US Customs and Border Protection said Dehnavi’s detention was unrelated to the president’s executive order banning travel from Iran and five other countries. The agency never gave a reason for sending Dehnavi back, citing privacy rules, and Children’s officials said Dehnavi’s visa had been approved by the State Department before he left Iran. The hospital said it had no additional information about why he was turned away.
Iranian state television reported Thursday that Dehnavi previously headed a student branch of a volunteer paramilitary militia, according to the Associated Press.
Dehnavi said on arrival in Tehran that he and his family had been detained for around 30 hours in Boston.
“They kept me and my family under detention-like conditions for 28 to 30 hours in a room,” he said in the TV report quoted by AP. “They didn’t allow us to call anyone or exit the room.”
The incident renewed fears for Michel, the Brigham cardiologist. The researcher scheduled to work in his lab, Seyed Soheil Saeedi Saravi, had his visa revoked in January after President Trump’s first executive order. Saravi’s visa has since been reinstated and he is scheduled to start work in Michel’s lab in September — but Saravi is still waiting for a visa for his wife.

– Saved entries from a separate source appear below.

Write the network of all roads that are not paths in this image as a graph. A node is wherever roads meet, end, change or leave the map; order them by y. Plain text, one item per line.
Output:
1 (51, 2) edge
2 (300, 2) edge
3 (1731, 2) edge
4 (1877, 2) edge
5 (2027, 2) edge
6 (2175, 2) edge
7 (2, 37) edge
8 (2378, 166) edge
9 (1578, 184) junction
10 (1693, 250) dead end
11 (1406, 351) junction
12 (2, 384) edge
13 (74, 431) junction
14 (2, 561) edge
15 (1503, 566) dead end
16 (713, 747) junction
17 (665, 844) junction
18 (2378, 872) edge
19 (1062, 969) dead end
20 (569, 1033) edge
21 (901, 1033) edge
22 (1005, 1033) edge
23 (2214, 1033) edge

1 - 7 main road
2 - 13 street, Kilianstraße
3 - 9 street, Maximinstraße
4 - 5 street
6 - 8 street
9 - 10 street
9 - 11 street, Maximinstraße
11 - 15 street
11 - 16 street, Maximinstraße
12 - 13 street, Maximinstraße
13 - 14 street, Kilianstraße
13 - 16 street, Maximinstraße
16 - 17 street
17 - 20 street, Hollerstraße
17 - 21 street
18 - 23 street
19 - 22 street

If he gets to Boston, Saravi — whom Michel described as “one of the top young life sciences PhDs in all of Iran” — will spend two years researching the effects of diabetes on the heart.
“The delay in his arrival to my lab has undermined research,” Michel said. “To deny the opportunity for these talented people to come here and contribute is very short-sighted and will ultimately undermine American science.”
The travel ban could also affect medical school graduates seeking to pursue postgraduate training at American hospitals.
The University of Massachusetts Medical School this month welcomed three residents from the countries targeted by the executive order, one each from Iran, Sudan, and Syria.
“All three were, however, already in the US, with visa status appropriate for working as resident physician trainees, and they all began their residencies here without incident,” UMass spokesman Mark L. Shelton said in an e-mail. UMass has also offered positions to two faculty members from the affected countries.
Dr. Jatin Vyas, director of the internal medicine residency program at Massachusetts General Hospital, said he is worried about the future residents, who will begin applying for positions in September.
In the past, he said, the United States “sent a strong positive invitation to the rest of the world that we were interested in the very best coming here. Now that invitation is quite muted.” As a result talented people are considering the United Kingdom or Canada instead.
“The worst thing they could do is commit to a research program, and find out in the middle of that time that they’re no longer welcome here,” Vyas said.
Ayer, the director of the Partners international office, said that despite the current climate — the most inhospitable she has ever seen — she is confident that the fervor to pursue science and medicine will overcome the political obstacles.
“Science knows no nationality,” Ayer said.